Néanmoins, ces avancées demeurent fragiles face aux pressions économiques structurelles. L'expansion du soja et de l'élevage continue de menacer l'Amazonie, tandis que d'autres pays comme la Bolivie, la République démocratique du Congo ou Madagascar maintiennent des niveaux de destruction préoccupants. Cette disparité géographique révèle l'inégale volonté politique de protection forestière.
Forêts tropicales : l'équation économique de la préservation
La préservation des forêts soulève des enjeux économiques majeurs qui transcendent la simple question environnementale. Ces écosystèmes fournissent des services économiques estimés à plusieurs centaines de milliards d'euros annuellement. Le stockage du carbone atmosphérique s'évalue ainsi à 37 euros par tonne selon les marchés européens, tandis que la régulation du cycle de l'eau s'avère cruciale pour l'agriculture mondiale. La biodiversité génétique de ces forêts constitue également une source d'innovation pharmaceutique et biotechnologique, sans compter l'écotourisme qui génère des revenus durables pour les communautés locales.
Matt Hansen, professeur à l'université du Maryland, rappelle cette évidence économique : « Toute bonne année est bonne à prendre, mais il faut que les bonnes années durent éternellement si l'on veut préserver la forêt tropicale ». Cette formule résume parfaitement le défi de la durabilité économique. L'enjeu rejoint d'ailleurs celui de l'extraction durable des ressources naturelles, comme le démontre l'ouverture de la première mine de lithium européenne.
L'accélération préoccupante des incendies
Au-delà de la déforestation directe, les incendies constituent désormais une menace économique et environnementale croissante.
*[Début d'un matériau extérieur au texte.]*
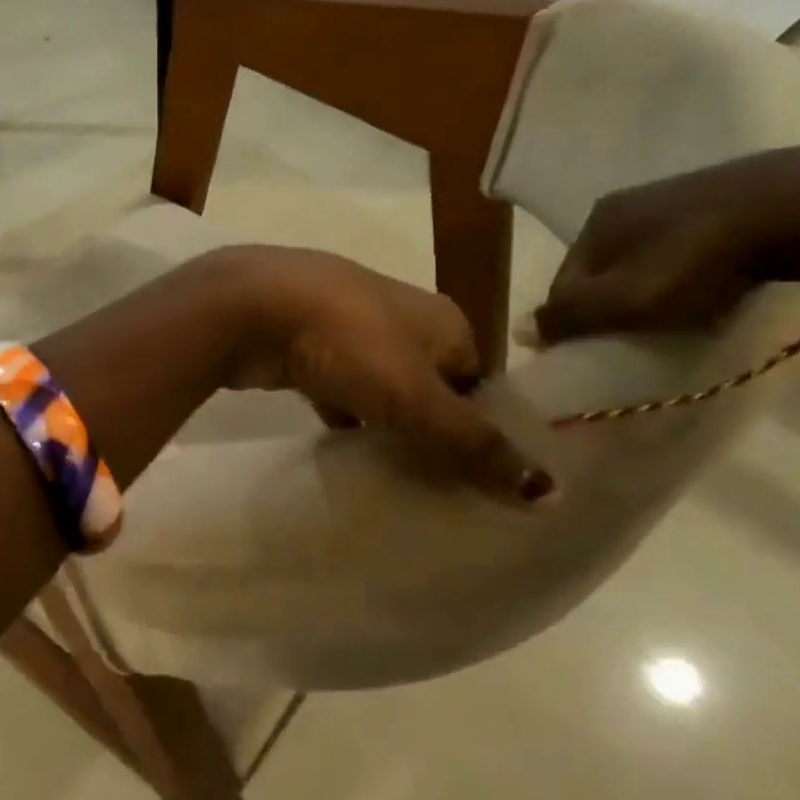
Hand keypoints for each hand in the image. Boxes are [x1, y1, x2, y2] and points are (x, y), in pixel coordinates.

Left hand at [214, 246, 553, 502]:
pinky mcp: (306, 348)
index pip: (480, 380)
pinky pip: (338, 391)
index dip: (483, 427)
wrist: (249, 306)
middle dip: (432, 431)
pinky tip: (345, 454)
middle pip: (430, 386)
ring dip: (386, 427)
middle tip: (438, 488)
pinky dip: (344, 419)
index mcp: (442, 320)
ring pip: (382, 389)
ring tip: (396, 481)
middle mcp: (401, 318)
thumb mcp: (417, 398)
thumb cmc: (348, 342)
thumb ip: (474, 444)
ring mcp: (348, 329)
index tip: (482, 480)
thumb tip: (550, 493)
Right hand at [531, 142, 799, 345]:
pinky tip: (715, 288)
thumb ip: (568, 317)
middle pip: (603, 273)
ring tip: (680, 319)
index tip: (597, 353)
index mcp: (596, 221)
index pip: (563, 284)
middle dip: (613, 308)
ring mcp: (680, 195)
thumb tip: (522, 331)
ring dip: (652, 294)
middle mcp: (628, 202)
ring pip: (645, 262)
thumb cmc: (700, 260)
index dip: (573, 324)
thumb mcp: (624, 300)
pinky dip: (690, 274)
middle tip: (640, 340)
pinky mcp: (728, 197)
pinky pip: (687, 249)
En 2025, ils ont représenté 42% des pertes forestières globales, soit plus du double qu'il y a vingt ans selon les données de Global Forest Watch.
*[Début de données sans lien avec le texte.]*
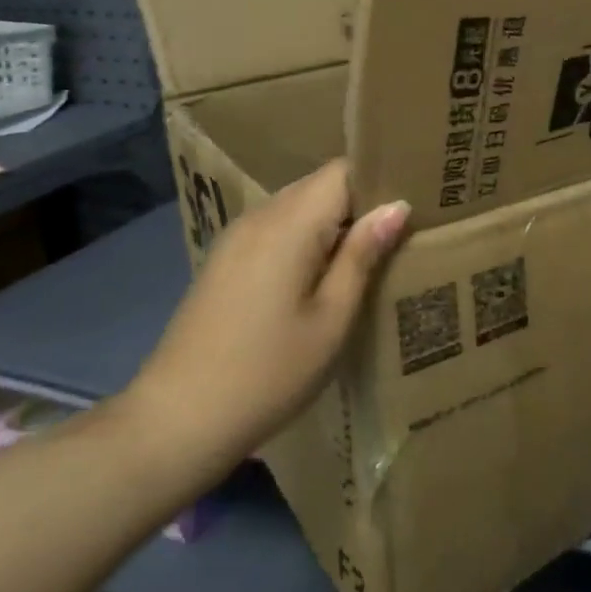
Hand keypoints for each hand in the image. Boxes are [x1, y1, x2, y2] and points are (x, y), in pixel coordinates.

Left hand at [121, 161, 409, 483]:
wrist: (176, 421)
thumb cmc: (268, 373)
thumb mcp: (331, 318)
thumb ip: (363, 255)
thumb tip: (397, 206)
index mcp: (289, 224)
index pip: (342, 170)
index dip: (379, 179)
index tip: (413, 202)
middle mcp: (260, 216)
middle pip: (320, 184)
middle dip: (361, 200)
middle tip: (401, 230)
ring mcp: (236, 236)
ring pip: (298, 206)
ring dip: (334, 221)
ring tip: (369, 253)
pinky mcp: (225, 259)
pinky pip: (277, 227)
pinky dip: (306, 237)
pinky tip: (321, 275)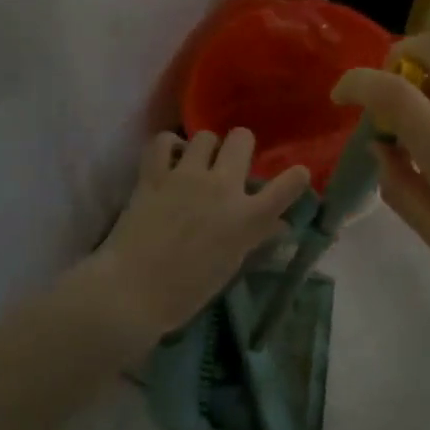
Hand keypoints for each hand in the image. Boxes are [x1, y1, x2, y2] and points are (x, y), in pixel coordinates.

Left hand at [95, 129, 311, 339]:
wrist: (132, 292)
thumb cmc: (186, 291)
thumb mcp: (231, 265)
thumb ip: (256, 236)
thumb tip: (279, 224)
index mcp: (247, 217)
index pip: (289, 185)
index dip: (296, 176)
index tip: (295, 176)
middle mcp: (223, 187)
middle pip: (242, 138)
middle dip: (240, 148)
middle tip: (230, 165)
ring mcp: (187, 176)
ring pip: (205, 136)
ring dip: (205, 149)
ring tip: (196, 165)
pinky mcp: (154, 174)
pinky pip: (163, 141)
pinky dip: (168, 147)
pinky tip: (168, 161)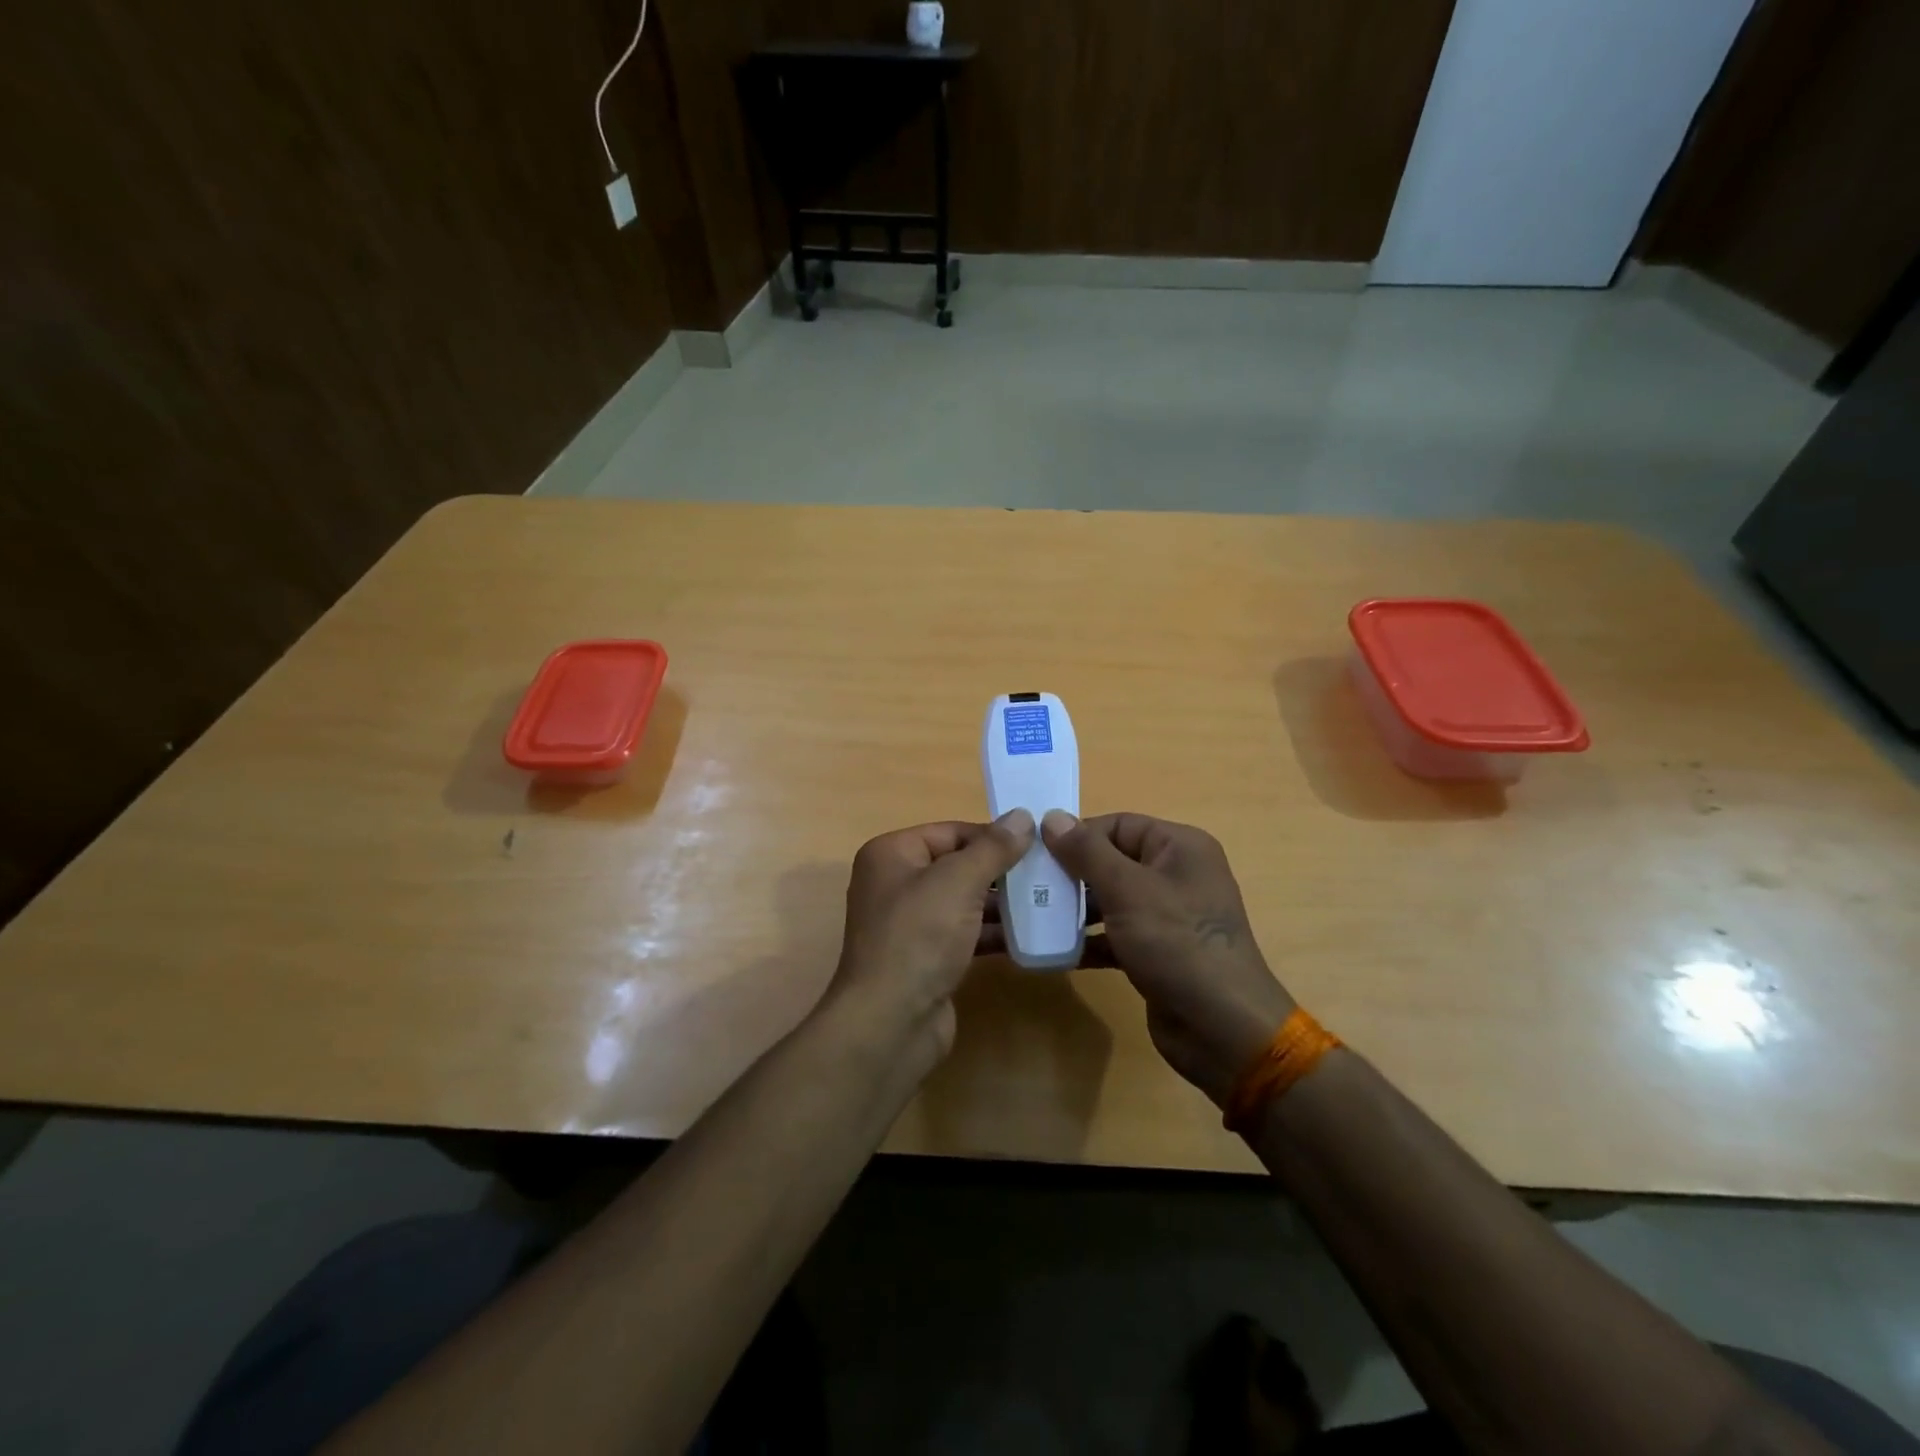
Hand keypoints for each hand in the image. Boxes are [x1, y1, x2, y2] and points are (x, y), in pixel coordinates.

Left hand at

Le Canada a particulièrement souffert avec 5,3 millions d'hectares ravagés, faisant de 2025 la deuxième pire année jamais enregistrée. En Europe, la France a vu ses destructions forestières multipliées par sept comparativement à 2024, tandis que l'Espagne et le Portugal ont perdu 60% de leur couverture arborée à cause des feux. Ces phénomènes engendrent des coûts économiques colossaux : suppression des incendies, reconstruction des infrastructures, impact sur le tourisme et l'agriculture.
Le Groupe d'experts intergouvernemental sur l'évolution du climat (GIEC) projette une aggravation dramatique : dans un scénario de réchauffement à +4°C, la fréquence des incendies augmenterait de 30% et les surfaces brûlées de 50 à 70%.
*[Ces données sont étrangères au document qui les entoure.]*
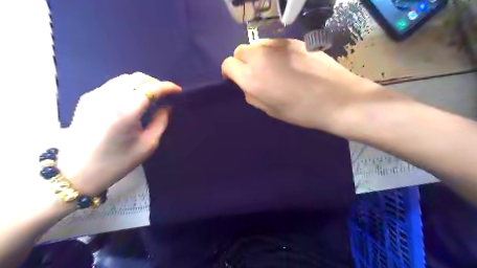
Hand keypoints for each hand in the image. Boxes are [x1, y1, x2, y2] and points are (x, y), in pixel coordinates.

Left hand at [57, 73, 180, 194]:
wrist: (77, 172)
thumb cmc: (117, 162)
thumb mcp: (147, 145)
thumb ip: (160, 122)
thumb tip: (167, 106)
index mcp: (125, 112)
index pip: (151, 89)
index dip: (167, 87)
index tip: (179, 91)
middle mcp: (108, 98)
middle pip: (137, 78)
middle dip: (156, 83)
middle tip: (166, 95)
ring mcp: (95, 96)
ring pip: (125, 78)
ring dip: (142, 84)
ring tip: (152, 96)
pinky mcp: (87, 98)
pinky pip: (113, 85)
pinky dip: (128, 87)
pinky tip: (133, 100)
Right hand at [222, 37, 381, 133]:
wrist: (336, 99)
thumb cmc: (300, 111)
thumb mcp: (270, 110)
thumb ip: (252, 95)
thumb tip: (247, 85)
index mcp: (251, 78)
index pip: (228, 64)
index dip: (230, 72)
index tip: (236, 79)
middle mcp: (260, 57)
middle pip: (240, 51)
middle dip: (242, 62)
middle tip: (254, 74)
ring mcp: (278, 46)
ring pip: (257, 45)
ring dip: (258, 56)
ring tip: (272, 68)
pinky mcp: (294, 41)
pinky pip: (275, 44)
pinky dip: (274, 52)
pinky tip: (287, 63)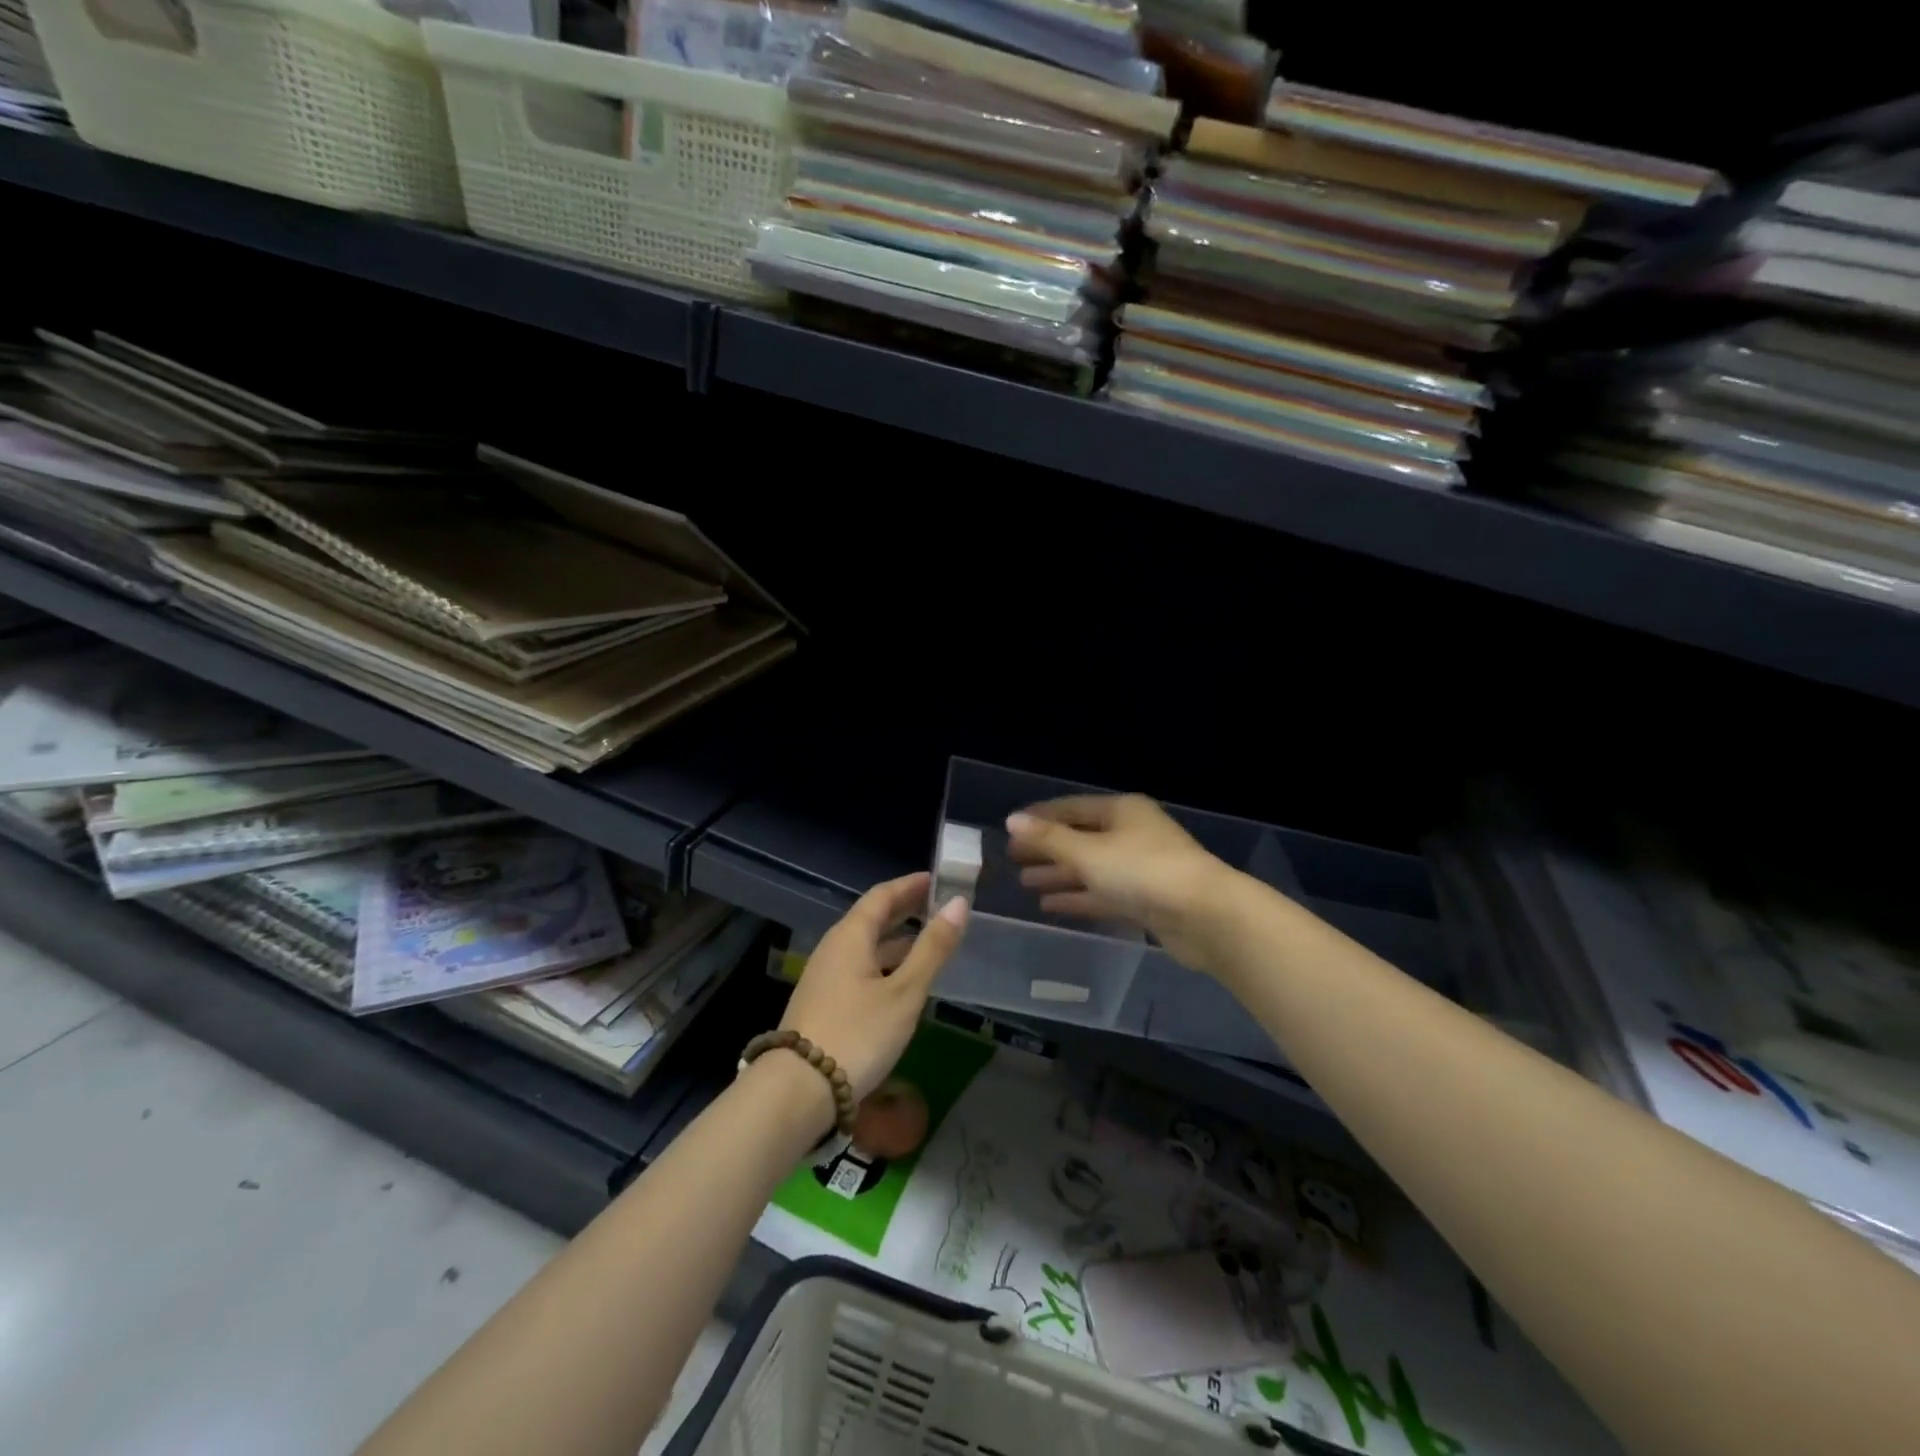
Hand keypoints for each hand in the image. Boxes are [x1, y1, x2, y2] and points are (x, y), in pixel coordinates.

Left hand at [780, 872, 967, 1101]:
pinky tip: (902, 982)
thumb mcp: (904, 992)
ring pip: (865, 946)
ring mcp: (825, 977)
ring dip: (896, 939)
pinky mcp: (823, 1003)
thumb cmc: (858, 1034)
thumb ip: (932, 948)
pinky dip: (885, 963)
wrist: (798, 1091)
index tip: (938, 879)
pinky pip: (860, 968)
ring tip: (928, 942)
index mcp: (850, 936)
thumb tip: (958, 903)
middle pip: (871, 918)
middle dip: (905, 909)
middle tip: (939, 906)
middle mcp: (834, 948)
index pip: (882, 895)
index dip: (911, 885)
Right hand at [1006, 795, 1233, 970]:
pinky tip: (1051, 906)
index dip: (1040, 818)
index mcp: (1122, 811)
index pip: (1071, 808)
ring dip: (1059, 875)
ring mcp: (1141, 868)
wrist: (1205, 916)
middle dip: (1047, 849)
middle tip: (1013, 860)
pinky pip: (1104, 893)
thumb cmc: (1143, 872)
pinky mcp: (1146, 900)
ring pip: (1091, 868)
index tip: (1011, 829)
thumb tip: (1012, 820)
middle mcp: (1132, 833)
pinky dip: (1079, 897)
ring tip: (1025, 883)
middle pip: (1080, 838)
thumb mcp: (1088, 853)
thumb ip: (1049, 839)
Perspectives économiques : l'année 2026, un tournant décisif
L'année 2026 s'annonce déterminante pour l'avenir des forêts tropicales et leurs implications économiques. Le retour probable d'El Niño risque d'intensifier les conditions de sécheresse et d'accroître les risques d'incendies. Cette perspective climatique coïncide avec un calendrier électoral chargé dans plusieurs pays forestiers, où les arbitrages entre développement économique et préservation environnementale s'avéreront cruciaux.
L'objectif international de stopper la déforestation d'ici 2030 apparaît désormais compromis : les niveaux actuels demeurent 70% trop élevés par rapport à la trajectoire nécessaire. Cette inadéquation révèle un déficit d'investissement dans les alternatives économiques durables aux activités destructrices.
Face à ces défis, l'économie mondiale doit repenser son rapport aux ressources forestières. La transition vers une économie circulaire, le développement de filières de valorisation durable et l'internalisation des coûts environnementaux dans les prix de marché constituent autant de leviers économiques pour inverser la tendance. Car au-delà des enjeux écologiques, c'est bien la viabilité économique à long terme de notre modèle de développement qui se joue dans ces millions d'hectares de verdure tropicale.